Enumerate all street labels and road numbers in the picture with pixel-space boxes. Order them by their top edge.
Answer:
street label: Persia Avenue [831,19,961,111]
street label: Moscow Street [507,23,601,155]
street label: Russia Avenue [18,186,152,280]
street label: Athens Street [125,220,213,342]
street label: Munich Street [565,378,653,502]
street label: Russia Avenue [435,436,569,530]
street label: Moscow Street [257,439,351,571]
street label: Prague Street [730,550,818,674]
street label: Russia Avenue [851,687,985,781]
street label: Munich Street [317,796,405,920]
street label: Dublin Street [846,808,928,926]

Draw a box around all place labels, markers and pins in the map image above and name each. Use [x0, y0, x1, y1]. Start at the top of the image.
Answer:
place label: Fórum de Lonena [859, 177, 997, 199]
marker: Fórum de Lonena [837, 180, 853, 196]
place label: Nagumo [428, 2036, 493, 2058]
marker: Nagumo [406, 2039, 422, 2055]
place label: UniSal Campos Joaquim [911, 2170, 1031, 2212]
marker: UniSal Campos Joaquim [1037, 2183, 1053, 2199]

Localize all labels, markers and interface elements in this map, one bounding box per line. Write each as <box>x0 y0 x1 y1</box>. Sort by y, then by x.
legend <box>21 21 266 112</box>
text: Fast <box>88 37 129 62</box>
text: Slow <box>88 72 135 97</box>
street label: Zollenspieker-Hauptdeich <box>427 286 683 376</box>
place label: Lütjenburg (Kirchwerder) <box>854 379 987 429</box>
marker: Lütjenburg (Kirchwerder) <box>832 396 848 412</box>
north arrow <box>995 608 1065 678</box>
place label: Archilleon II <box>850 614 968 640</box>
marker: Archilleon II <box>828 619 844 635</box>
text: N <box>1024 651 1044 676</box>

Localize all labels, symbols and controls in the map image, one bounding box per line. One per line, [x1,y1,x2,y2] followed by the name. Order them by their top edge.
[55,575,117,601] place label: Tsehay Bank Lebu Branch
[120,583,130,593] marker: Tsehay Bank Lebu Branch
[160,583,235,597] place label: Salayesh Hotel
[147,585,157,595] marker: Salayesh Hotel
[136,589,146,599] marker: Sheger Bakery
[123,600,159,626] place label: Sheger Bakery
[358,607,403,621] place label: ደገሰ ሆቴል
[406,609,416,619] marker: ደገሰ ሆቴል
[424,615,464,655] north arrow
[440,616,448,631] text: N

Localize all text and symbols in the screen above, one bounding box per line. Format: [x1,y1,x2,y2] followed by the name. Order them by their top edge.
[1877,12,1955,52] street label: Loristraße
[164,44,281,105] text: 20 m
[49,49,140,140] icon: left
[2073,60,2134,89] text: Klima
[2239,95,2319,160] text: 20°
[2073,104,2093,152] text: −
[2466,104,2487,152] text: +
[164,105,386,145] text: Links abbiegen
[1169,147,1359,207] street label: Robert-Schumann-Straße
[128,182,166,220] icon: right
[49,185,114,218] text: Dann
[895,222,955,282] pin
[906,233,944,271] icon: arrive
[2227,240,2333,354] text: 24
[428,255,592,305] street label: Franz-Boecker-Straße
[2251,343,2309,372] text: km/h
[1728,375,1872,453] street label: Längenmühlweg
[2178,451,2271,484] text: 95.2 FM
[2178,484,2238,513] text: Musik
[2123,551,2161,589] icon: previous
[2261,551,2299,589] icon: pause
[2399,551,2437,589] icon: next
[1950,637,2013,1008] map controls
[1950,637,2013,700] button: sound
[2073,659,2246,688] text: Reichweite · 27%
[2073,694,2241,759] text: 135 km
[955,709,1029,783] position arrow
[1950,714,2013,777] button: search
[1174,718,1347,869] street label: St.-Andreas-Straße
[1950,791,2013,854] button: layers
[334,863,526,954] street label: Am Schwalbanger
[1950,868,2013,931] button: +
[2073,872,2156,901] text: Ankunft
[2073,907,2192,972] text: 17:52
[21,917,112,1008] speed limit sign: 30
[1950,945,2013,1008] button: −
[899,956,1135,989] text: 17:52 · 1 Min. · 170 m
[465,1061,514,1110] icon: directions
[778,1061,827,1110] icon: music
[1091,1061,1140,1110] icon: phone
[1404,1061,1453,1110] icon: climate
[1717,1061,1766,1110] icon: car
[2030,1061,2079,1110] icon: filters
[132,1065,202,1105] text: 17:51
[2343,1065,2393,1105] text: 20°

▶ _About this task_
Please print the full listing shown above, exactly as it appears.

▶ _Task response_
Enumerate all street labels and road numbers in the picture with pixel-space boxes. Order them by their top edge.
Answer:
street label: Persia Avenue [831,19,961,111]
street label: Moscow Street [507,23,601,155]
street label: Russia Avenue [18,186,152,280]
street label: Athens Street [125,220,213,342]
street label: Munich Street [565,378,653,502]
street label: Russia Avenue [435,436,569,530]
street label: Moscow Street [257,439,351,571]
street label: Prague Street [730,550,818,674]
street label: Russia Avenue [851,687,985,781]
street label: Munich Street [317,796,405,920]
street label: Dublin Street [846,808,928,926]

Draw a box around all place labels, markers and pins in the map image above and name each. Use [x0, y0, x1, y1]. Start at the top of the image.
Answer:
place label: Fórum de Lonena [859, 177, 997, 199]
marker: Fórum de Lonena [837, 180, 853, 196]
place label: Nagumo [428, 2036, 493, 2058]
marker: Nagumo [406, 2039, 422, 2055]
place label: UniSal Campos Joaquim [911, 2170, 1031, 2212]
marker: UniSal Campos Joaquim [1037, 2183, 1053, 2199]

Localize all labels, markers and interface elements in this map, one bounding box per line. Write each as <box>x0 y0 x1 y1</box>. Sort by y, then by x.
legend <box>21 21 266 112</box>
text: Fast <box>88 37 129 62</box>
text: Slow <box>88 72 135 97</box>
street label: Zollenspieker-Hauptdeich <box>427 286 683 376</box>
place label: Lütjenburg (Kirchwerder) <box>854 379 987 429</box>
marker: Lütjenburg (Kirchwerder) <box>832 396 848 412</box>
north arrow <box>995 608 1065 678</box>
place label: Archilleon II <box>850 614 968 640</box>
marker: Archilleon II <box>828 619 844 635</box>
text: N <box>1024 651 1044 676</box>

Localize all labels, symbols and controls in the map image, one bounding box per line. One per line, [x1,y1,x2,y2] followed by the name. Order them by their top edge.
[55,575,117,601] place label: Tsehay Bank Lebu Branch
[120,583,130,593] marker: Tsehay Bank Lebu Branch
[160,583,235,597] place label: Salayesh Hotel
[147,585,157,595] marker: Salayesh Hotel
[136,589,146,599] marker: Sheger Bakery
[123,600,159,626] place label: Sheger Bakery
[358,607,403,621] place label: ደገሰ ሆቴል
[406,609,416,619] marker: ደገሰ ሆቴል
[424,615,464,655] north arrow
[440,616,448,631] text: N

Localize all text and symbols in the screen above, one bounding box per line. Format: [x1,y1,x2,y2] followed by the name. Order them by their top edge.
[1877,12,1955,52] street label: Loristraße
[164,44,281,105] text: 20 m
[49,49,140,140] icon: left
[2073,60,2134,89] text: Klima
[2239,95,2319,160] text: 20°
[2073,104,2093,152] text: −
[2466,104,2487,152] text: +
[164,105,386,145] text: Links abbiegen
[1169,147,1359,207] street label: Robert-Schumann-Straße
[128,182,166,220] icon: right
[49,185,114,218] text: Dann
[895,222,955,282] pin
[906,233,944,271] icon: arrive
[2227,240,2333,354] text: 24
[428,255,592,305] street label: Franz-Boecker-Straße
[2251,343,2309,372] text: km/h
[1728,375,1872,453] street label: Längenmühlweg
[2178,451,2271,484] text: 95.2 FM
[2178,484,2238,513] text: Musik
[2123,551,2161,589] icon: previous
[2261,551,2299,589] icon: pause
[2399,551,2437,589] icon: next
[1950,637,2013,1008] map controls
[1950,637,2013,700] button: sound
[2073,659,2246,688] text: Reichweite · 27%
[2073,694,2241,759] text: 135 km
[955,709,1029,783] position arrow
[1950,714,2013,777] button: search
[1174,718,1347,869] street label: St.-Andreas-Straße
[1950,791,2013,854] button: layers
[334,863,526,954] street label: Am Schwalbanger
[1950,868,2013,931] button: +
[2073,872,2156,901] text: Ankunft
[2073,907,2192,972] text: 17:52
[21,917,112,1008] speed limit sign: 30
[1950,945,2013,1008] button: −
[899,956,1135,989] text: 17:52 · 1 Min. · 170 m
[465,1061,514,1110] icon: directions
[778,1061,827,1110] icon: music
[1091,1061,1140,1110] icon: phone
[1404,1061,1453,1110] icon: climate
[1717,1061,1766,1110] icon: car
[2030,1061,2079,1110] icon: filters
[132,1065,202,1105] text: 17:51
[2343,1065,2393,1105] text: 20°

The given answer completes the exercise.